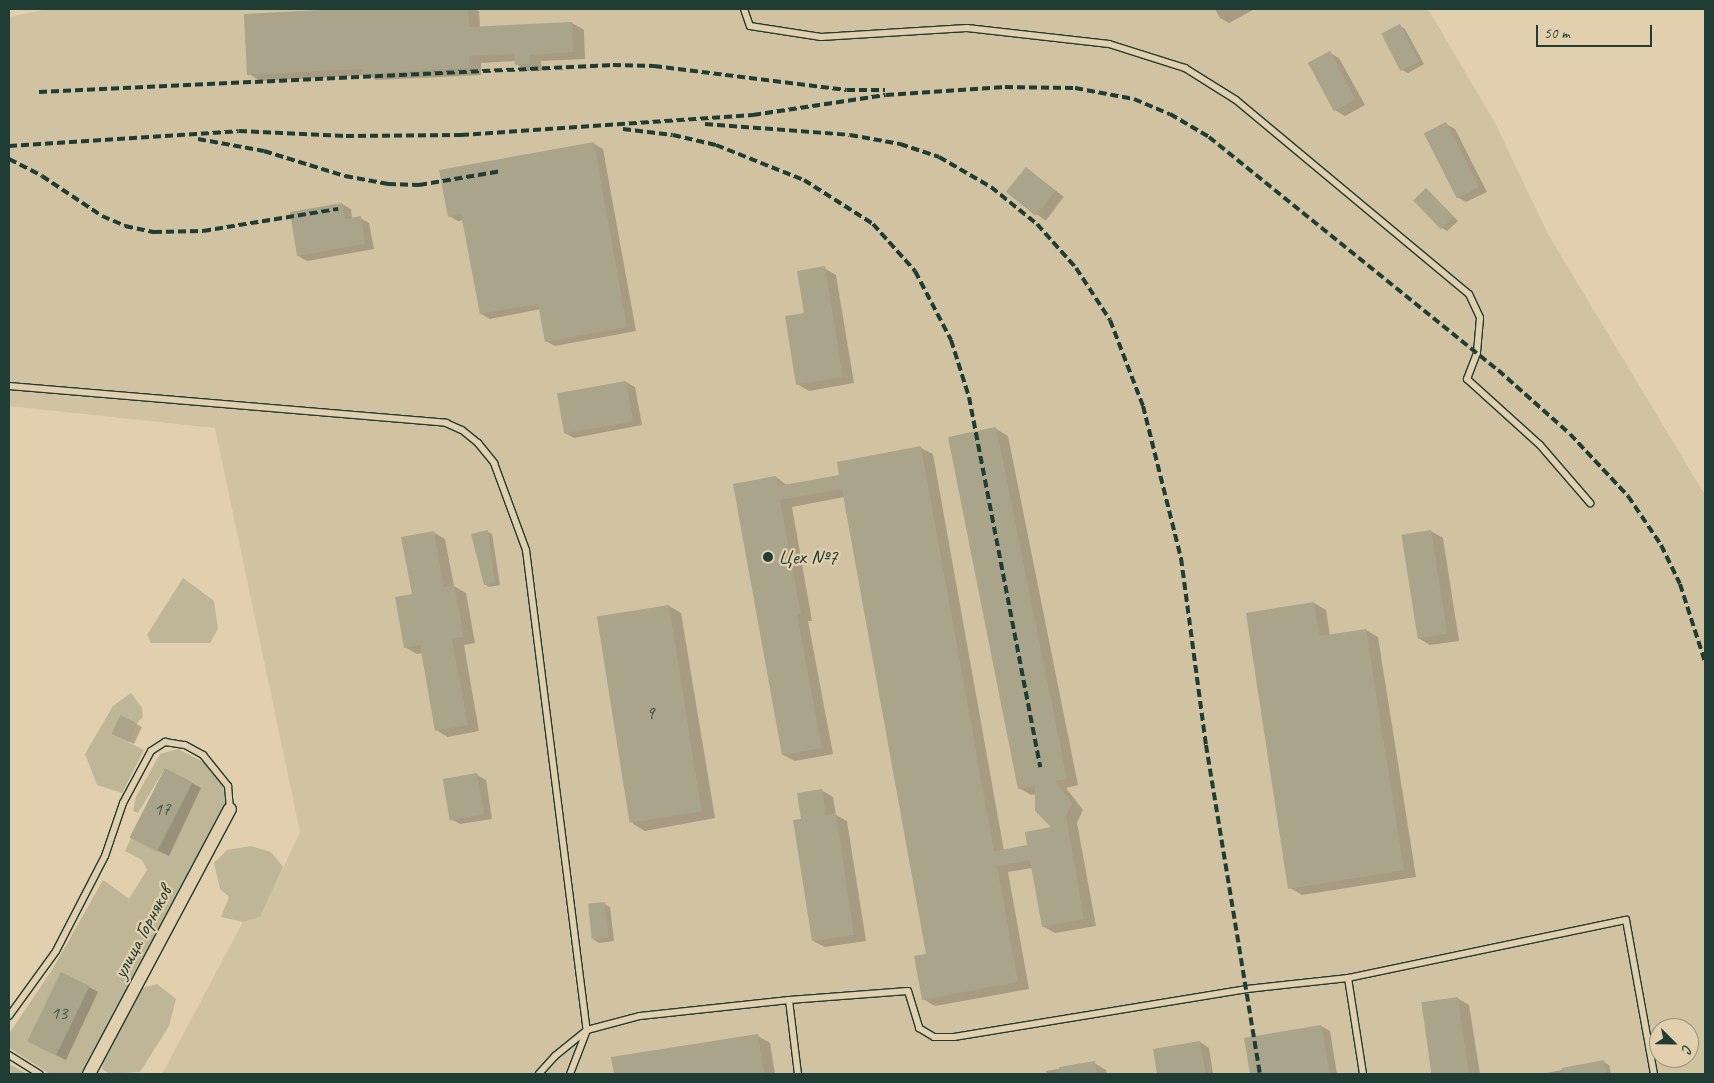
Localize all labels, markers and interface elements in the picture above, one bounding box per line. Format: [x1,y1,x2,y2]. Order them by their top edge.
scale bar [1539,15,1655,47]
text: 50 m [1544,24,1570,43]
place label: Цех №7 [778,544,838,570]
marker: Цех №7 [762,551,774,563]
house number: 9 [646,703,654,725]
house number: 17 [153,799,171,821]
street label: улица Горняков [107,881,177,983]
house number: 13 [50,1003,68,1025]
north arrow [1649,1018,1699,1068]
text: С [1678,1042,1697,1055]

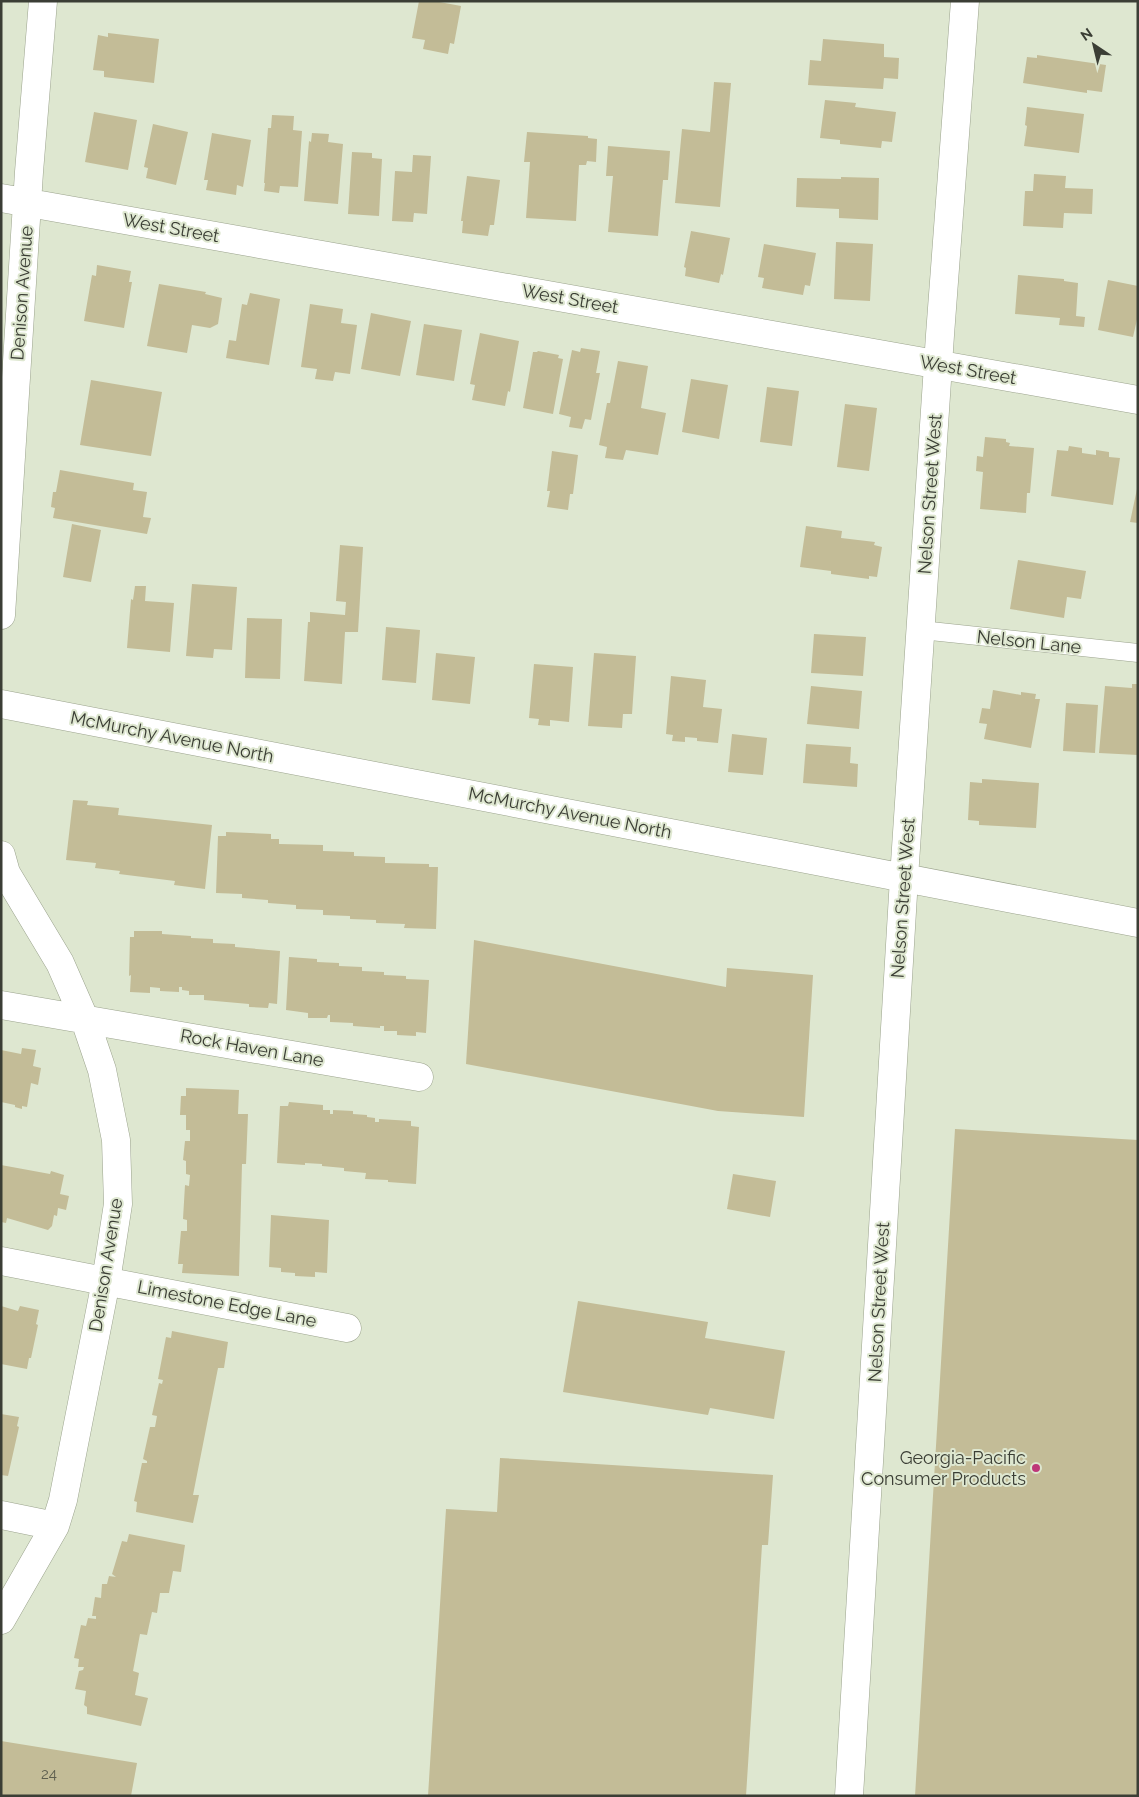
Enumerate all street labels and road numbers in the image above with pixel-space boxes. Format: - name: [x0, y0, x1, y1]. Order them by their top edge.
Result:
* * *
Verbatim reproduction is required for the line holding "Enumerate all street" and for every line after it in the records, with no other line included.

Enumerate all street labels and road numbers in the image above with pixel-space boxes. Format: - name: [x0, y0, x1, y1]. Order them by their top edge.
Result:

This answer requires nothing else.